Friday, September 13, 2013

Crisis Centers and Free Speech


The pro-choice motto: “free speech for me but not for thee”

By Dave Andrusko
FreeabortionaltsreAs we’ve documented dozens of times, pro-abortionists hate the exercise of free speech—at least when it’s pro-lifers doing the talking.
That’s a minority position and the best explanation why judges around the country (with exceptions) have shot down the pro-abortionists’ attempts to compel pro-lifers to say what pro-abortionists have determined they ought to say.

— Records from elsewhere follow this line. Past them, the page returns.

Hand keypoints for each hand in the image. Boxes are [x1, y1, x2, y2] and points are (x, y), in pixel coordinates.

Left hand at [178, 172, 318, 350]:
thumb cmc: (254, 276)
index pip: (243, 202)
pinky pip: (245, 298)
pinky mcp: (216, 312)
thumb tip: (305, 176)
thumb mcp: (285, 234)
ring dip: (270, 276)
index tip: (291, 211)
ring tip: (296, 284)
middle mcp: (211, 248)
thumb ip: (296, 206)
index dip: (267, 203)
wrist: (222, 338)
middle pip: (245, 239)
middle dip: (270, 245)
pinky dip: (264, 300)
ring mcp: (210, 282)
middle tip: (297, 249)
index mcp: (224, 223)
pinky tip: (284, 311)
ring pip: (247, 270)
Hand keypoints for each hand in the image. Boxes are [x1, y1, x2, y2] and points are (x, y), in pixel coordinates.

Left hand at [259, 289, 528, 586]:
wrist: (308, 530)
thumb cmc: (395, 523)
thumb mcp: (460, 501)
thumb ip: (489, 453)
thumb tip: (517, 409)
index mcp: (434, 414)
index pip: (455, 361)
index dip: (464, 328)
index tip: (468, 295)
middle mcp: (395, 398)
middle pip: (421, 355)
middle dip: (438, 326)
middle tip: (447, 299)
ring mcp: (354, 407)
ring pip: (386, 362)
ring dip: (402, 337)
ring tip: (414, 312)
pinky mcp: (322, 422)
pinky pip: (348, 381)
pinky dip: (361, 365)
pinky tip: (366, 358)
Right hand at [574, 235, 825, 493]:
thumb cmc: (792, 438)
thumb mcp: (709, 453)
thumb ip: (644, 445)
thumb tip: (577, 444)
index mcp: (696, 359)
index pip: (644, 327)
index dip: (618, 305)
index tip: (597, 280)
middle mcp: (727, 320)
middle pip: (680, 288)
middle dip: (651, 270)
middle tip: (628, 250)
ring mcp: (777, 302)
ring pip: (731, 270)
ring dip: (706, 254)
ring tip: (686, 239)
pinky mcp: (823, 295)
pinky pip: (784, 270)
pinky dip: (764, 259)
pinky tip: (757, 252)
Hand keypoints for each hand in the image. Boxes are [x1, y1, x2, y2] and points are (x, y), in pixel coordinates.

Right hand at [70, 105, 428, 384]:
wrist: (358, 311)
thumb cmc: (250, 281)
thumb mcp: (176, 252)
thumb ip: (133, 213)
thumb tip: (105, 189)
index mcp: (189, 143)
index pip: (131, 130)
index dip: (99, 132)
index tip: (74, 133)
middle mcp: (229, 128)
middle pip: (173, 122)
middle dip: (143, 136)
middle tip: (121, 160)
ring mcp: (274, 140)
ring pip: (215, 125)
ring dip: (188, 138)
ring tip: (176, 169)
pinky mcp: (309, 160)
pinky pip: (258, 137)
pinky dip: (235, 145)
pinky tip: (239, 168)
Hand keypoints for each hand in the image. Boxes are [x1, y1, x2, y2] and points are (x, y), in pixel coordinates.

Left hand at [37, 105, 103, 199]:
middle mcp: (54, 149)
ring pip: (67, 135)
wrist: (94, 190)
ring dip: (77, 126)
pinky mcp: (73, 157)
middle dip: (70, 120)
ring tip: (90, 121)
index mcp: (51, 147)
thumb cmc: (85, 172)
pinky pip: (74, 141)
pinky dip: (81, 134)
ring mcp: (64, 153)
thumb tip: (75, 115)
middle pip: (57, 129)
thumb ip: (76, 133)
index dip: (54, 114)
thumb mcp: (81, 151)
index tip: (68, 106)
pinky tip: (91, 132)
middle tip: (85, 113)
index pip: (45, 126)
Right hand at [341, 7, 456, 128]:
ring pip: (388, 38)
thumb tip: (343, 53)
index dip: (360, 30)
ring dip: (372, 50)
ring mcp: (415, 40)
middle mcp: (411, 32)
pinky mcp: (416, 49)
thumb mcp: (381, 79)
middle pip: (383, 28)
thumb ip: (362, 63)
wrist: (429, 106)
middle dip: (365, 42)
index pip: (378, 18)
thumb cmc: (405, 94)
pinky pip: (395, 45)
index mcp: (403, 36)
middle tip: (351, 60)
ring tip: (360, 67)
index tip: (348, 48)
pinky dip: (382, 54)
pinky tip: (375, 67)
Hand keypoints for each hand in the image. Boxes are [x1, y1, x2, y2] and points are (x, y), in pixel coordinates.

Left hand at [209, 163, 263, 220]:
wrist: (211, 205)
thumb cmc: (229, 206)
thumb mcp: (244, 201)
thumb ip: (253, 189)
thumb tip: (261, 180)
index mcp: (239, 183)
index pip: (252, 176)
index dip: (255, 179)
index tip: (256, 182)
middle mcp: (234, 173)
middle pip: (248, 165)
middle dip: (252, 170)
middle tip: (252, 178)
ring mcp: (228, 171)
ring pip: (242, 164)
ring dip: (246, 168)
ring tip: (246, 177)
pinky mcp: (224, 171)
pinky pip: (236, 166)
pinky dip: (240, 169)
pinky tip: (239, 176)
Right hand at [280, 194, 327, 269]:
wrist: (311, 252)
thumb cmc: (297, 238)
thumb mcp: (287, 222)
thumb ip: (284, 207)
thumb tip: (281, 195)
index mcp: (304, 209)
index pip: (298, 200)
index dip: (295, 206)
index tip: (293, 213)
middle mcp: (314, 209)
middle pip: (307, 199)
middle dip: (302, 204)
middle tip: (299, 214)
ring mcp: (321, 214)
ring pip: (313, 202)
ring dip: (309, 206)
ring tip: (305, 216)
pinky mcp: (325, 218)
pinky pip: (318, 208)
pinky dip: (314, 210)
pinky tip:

This typically takes the form of laws to compel speech under the guise of “truth in advertising.” (Note: to NARAL, PPFA, Center for Reproductive Rights, etc.: free speech also includes the right not to be compelled to say something.)

To offer just one example, a Baltimore City Council ordinance required pregnancy centers to display signs stating they do not offer abortions or birth control. The Council offered a rationale favored by NARAL: that such centers had provided misleading information and the Council had a vested interest in protecting the public health by ensuring honest advertising of services.
That ordinance was shot down twice but is still being contested by the Baltimore City Council. (See “4th Circuit returns dispute over attack on CPCs to U.S. District Court”)
The pro-abortion implication is always that women helping centers are “hiding” something or “misleading” people.

 

 

But what about an ad now appearing in a new set of subway advertisements in New York City? What is written in big and bold letters? “Free Abortion Alternatives.”
What could possibly be clearer, less like to mislead people what the objective is than this? So why do the usual suspects accuse the ads of “Misleading Teens”? Stay with me on this one, it’s kind of circuitous.

Watching a loaded/slanted story at thehollywoodgossip.com, we learn that NARAL believes that the people behind the ads are “Trying to reach out to women considering abortions and attempting to stop or delay them from doing so.”

Pardon? It’s “misleading” that a pro-life organization tries to reach women who are considering abortion and attempt to stop or delay them from doing so?” (BTW: “stop” implies something just this side of force. “Persuade” is the accurate description.)
Scratched my head on that one until I heard the rest of the “argument”: If women come to the pro-life center they are “not met by medical professionals.” And?
What NARAL means, of course, is (as we hear) that “there is no direct and timely access to health care provided.” In other words, if they come to a pro-life center—and it is impossible from the ad to conclude it is something else—they don’t have “access” to abortion.
And for good measure NARAL insists that some of the brochures distributed to women– such as one demonstrating the link between induced abortion and an increased risk of breast cancer– represent “misinformation.”

Speaking of misleading, the story is replete with language intended to imply that what is straightforward is somehow nefarious. For example, where do those pro-lifers get off “plastering” these ads at “eye-level”—you know where people might actually SEE the ad?
The pro-choice motto never changes: free speech for me but not for thee.